Ms Jong keeps nudging us with her writerly persona, lest we forget. Her dog, a rescued 'mutt', is called Virginia Woof. Its owner proudly observes, 'She became a model pet - beautifully trained to bark at strangers and to never 'make mistakes' indoors.' This sentence alone, with its split infinitive and coy euphemism, is enough to debar Jong from the serious writers' pantheon; while anyone who (as she demonstrates on the next page) can pen violent pornography 'and then sit down to lunch with the family', should not jib at the word 'dogshit'.
Then we have Jong the insatiably lustful woman, exhausting 'various snake- hipped studs on various continents' to say nothing of four husbands. We return to Fear of Flying territory with a goatish yet aristocratic Venetian called Piero, 'smelling brownly of summer and sex'. She 'snatched perfect hours in the house he shared with the woman of his life'. A great feminist, Ms Jong, is she not? I lost count of the number of married men with whom she 'fucked her brains out', in her writerly phrase.
This is not a book about being 50 (Germaine Greer has recently given us that, infinitely better done and 10 times as honest), but a paean in praise of the great, the famous, the well-connected Erica Jong. Her success enables her to enjoy 'literary dinners with Arthur Miller and Inge Morath, Howard and Bette Fast, Muriel Rukeyser . . . and any number of other poets, playwrights, novelists'. She spends holidays in Tuscany with Ken and Barbara Follett 'with people like Neil and Glenys Kinnock popping down for pasta, vino, and polemic'. She is mistaken for Joan Collins who, it turns out, is 'really a cuddly Jewish earth mother under all that paint'.

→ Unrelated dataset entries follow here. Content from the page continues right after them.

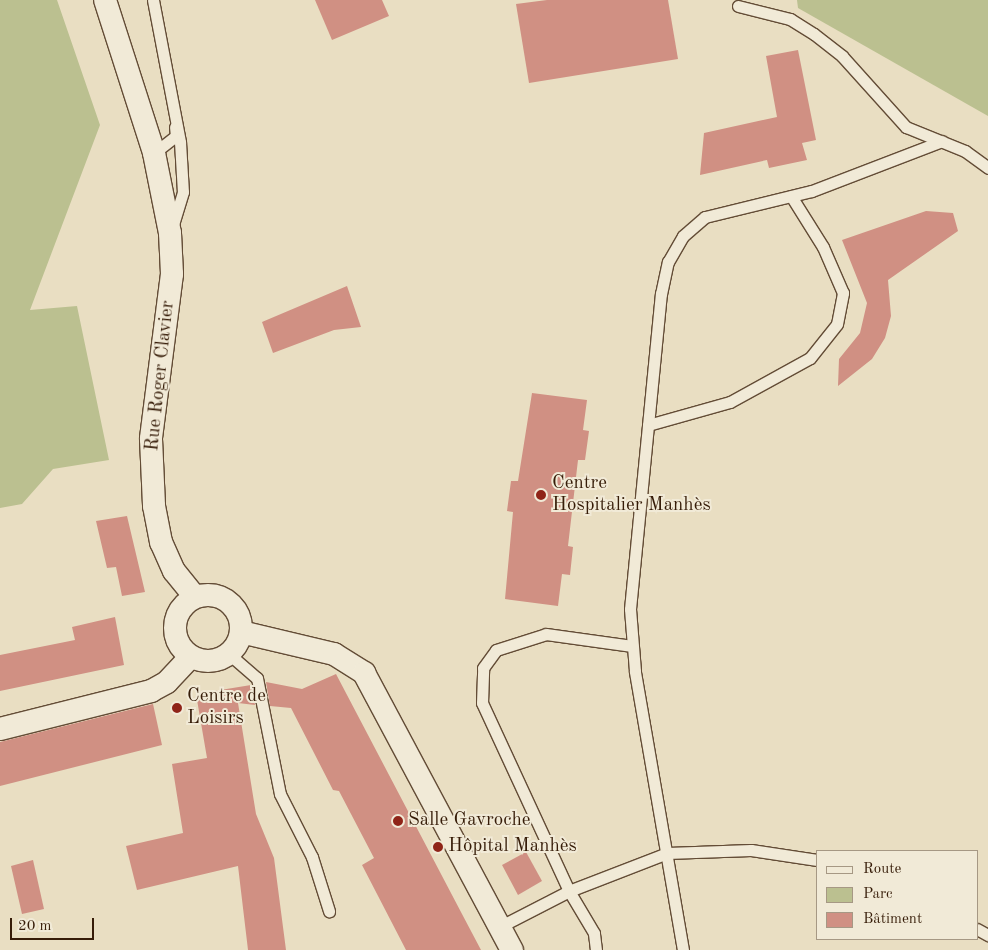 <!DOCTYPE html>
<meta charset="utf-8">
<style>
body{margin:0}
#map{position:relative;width:988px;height:950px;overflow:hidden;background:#e9dec2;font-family:"Old Standard TT",serif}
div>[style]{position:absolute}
.green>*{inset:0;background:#bbc090}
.building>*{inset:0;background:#d09083}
.roads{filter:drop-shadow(1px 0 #634c36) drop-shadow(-1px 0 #634c36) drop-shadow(0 1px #634c36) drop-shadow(0 -1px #634c36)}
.lane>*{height:11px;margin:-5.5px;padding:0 5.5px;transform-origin:5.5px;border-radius:5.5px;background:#f1ead7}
.street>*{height:22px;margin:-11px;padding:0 11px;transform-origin:11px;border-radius:11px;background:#f1ead7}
.street>.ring{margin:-11px;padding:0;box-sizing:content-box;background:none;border:22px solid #f1ead7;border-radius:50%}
.dots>*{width:14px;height:14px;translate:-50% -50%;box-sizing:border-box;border:2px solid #f1ead7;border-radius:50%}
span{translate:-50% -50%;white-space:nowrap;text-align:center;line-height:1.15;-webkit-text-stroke:4px #f1ead7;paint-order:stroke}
.street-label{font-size:19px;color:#361c08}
.poi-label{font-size:19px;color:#361c08}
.left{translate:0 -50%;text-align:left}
.legend{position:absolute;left:816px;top:850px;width:162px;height:90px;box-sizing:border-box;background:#f1ead7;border:1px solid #a69884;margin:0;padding:6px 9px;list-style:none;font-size:15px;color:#361c08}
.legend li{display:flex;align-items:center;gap:10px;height:25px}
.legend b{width:25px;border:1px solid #a69884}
.scale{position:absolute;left:10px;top:918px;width:84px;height:22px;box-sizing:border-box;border:2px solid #361c08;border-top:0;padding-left:6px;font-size:15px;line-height:18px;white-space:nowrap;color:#361c08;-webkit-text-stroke:4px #f1ead7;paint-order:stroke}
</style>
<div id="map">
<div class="green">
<i style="clip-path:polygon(0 0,57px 0,100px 125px,30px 310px,77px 306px,109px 460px,53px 469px,22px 504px,0 508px)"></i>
<i style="clip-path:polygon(797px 0,988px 0,988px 116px,798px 8px)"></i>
</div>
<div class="building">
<i style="clip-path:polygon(315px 0,382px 0,389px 16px,332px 40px)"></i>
<i style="clip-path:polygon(547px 0,668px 0,678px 59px,529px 83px,516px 4px)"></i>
<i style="clip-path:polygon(798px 50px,816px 140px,802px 143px,807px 160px,769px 168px,767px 160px,700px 175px,704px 133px,777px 117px,766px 56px)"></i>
<i style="clip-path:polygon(926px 211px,953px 213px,958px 231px,888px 280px,891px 316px,885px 338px,872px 359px,838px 386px,839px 359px,860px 333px,867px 303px,842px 240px)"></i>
<i style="clip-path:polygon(347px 286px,361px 327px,334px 330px,273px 353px,262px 322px)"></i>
<i style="clip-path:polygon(532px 393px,587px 400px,583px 430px,589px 431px,585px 460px,578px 460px,568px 546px,573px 547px,570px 575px,562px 574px,558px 606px,505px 599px,513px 512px,507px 511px,511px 481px,518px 481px)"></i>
<i style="clip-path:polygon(127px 516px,145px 592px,122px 596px,116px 567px,107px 568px,96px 521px)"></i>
<i style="clip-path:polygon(115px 617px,124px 665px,0 691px,0 655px,75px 640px,72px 627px)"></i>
<i style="clip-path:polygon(336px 674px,462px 914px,481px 950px,406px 950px,362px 865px,374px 858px,339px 791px,333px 790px,291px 708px,270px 706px,266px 682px,302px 689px)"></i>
<i style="clip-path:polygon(251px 685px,255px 705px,238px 703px,256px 814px,274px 858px,286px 950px,248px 950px,238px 866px,137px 890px,126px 846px,183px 833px,172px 764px,207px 758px,196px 694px)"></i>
<i style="clip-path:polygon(153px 704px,162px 745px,0 786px,0 742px)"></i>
<i style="clip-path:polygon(526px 852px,542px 881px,518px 895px,502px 865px)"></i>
<i style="clip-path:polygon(33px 860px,44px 909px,22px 914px,11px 866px)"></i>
</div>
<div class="roads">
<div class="lane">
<i style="left:153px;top:0;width:145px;rotate:79.2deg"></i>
<i style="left:180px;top:142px;width:50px;rotate:86.6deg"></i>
<i style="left:183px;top:192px;width:34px;rotate:107deg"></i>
<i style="left:738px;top:6px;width:54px;rotate:14deg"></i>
<i style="left:790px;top:19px;width:28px;rotate:32deg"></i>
<i style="left:814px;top:34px;width:36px;rotate:38deg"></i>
<i style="left:842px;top:56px;width:96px;rotate:48deg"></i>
<i style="left:906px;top:127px;width:64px;rotate:22.1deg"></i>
<i style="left:965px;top:151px;width:29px;rotate:36deg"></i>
<i style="left:154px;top:153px;width:28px;rotate:-38deg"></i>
<i style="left:176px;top:136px;width:9px;rotate:-96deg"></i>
<i style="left:648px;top:425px;width:85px;rotate:-15.7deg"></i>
<i style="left:730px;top:402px;width:91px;rotate:-28.8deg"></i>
<i style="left:810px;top:358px;width:43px;rotate:-51.5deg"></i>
<i style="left:837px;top:324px;width:32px;rotate:-79deg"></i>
<i style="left:843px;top:293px;width:50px;rotate:-113.5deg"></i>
<i style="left:823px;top:247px;width:60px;rotate:-122.1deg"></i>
<i style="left:229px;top:654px;width:37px;rotate:41deg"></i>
<i style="left:257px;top:678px;width:118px;rotate:78.8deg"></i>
<i style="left:280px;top:794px;width:71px;rotate:63.1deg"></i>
<i style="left:312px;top:857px;width:57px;rotate:72.5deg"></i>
<i style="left:501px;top:926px;width:76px;rotate:-27.2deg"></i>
<i style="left:569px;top:891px;width:105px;rotate:-21.2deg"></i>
<i style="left:667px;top:853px;width:84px;rotate:-2deg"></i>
<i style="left:751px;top:850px;width:67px;rotate:8.6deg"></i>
<i style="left:977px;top:929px;width:13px;rotate:29deg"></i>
<i style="left:596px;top:950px;width:17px;rotate:-97deg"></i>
<i style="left:594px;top:933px;width:49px;rotate:-120.8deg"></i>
<i style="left:569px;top:891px;width:207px;rotate:-114.8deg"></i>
<i style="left:482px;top:703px;width:35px;rotate:-88deg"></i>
<i style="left:483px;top:668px;width:22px;rotate:-54deg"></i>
<i style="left:496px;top:650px;width:52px;rotate:-17.7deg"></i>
<i style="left:546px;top:634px;width:87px;rotate:7.9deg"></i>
<i style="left:683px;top:950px;width:283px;rotate:-99.8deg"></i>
<i style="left:635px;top:671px;width:62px;rotate:-94.6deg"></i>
<i style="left:630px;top:609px;width:317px;rotate:-84.4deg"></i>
<i style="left:661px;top:294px;width:33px;rotate:-78deg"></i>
<i style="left:668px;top:262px;width:30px;rotate:-60deg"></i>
<i style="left:683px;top:236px;width:29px;rotate:-41deg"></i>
<i style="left:705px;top:217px;width:110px;rotate:-13.7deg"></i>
<i style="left:812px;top:191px;width:139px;rotate:-21deg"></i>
</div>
<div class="street">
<i style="left:105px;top:0;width:161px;rotate:72.2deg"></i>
<i style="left:154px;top:153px;width:82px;rotate:78.7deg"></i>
<i style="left:170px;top:233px;width:41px;rotate:87.2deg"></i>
<i style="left:172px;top:274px;width:166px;rotate:97.3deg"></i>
<i style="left:151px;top:439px;width:67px;rotate:87.4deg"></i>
<i style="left:154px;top:506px;width:37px;rotate:79deg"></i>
<i style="left:161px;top:542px;width:32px;rotate:66deg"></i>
<i style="left:174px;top:571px;width:33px;rotate:51deg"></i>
<i class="ring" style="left:175px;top:595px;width:44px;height:44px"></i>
<i style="left:241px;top:632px;width:96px;rotate:13.3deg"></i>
<i style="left:334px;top:654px;width:36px;rotate:32deg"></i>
<i style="left:364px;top:673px;width:314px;rotate:61.9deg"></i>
<i style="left:0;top:729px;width:156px;rotate:-14.1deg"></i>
<i style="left:151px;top:691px;width:18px;rotate:-29deg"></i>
<i style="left:167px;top:682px;width:34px;rotate:-47deg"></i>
</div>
</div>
<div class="dots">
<i style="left:541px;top:495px;background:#8f2418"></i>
<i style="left:177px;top:708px;background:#8f2418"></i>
<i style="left:398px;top:821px;background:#8f2418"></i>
<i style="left:438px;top:847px;background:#8f2418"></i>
</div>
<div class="street-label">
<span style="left:161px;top:376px;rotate:-84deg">Rue Roger Clavier</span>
</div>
<div class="poi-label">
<span class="left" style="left:552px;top:495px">Centre<br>Hospitalier Manhès</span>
<span class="left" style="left:187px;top:708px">Centre de<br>Loisirs</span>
<span class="left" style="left:408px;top:821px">Salle Gavroche</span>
<span class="left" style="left:448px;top:847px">Hôpital Manhès</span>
</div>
<ul class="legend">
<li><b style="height:6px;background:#f1ead7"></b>Route</li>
<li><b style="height:14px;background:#bbc090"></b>Parc</li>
<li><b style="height:14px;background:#d09083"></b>Bâtiment</li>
</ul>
<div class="scale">20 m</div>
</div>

Ah, yes, and then we have Erica Jong: mother of Molly. Has any child had such a great mother ever before? Never mind that Molly is looked after from birth by a series of mother-substitutes, one of whom nearly drowned her in the bath; never mind that Jong divorces Molly's father and then engages with him in a series of long-drawn-out law-suits; never mind that Molly shares the maternal home for five years with a kept stud who always has a loaded gun to hand (ah, but the remorse when she realises that Molly was afraid of him) - having paraded herself as a great writer, feminist, lover, traveller, gourmet, and friend of the famous, Ms Jong would also have us admire her motherhood. At this point I tossed the book aside. Enough is enough, and I'd had it.
Jong boasts that after the publication of her first novel readers wrote requesting her underwear - preferably unwashed. In this book she gives it to them.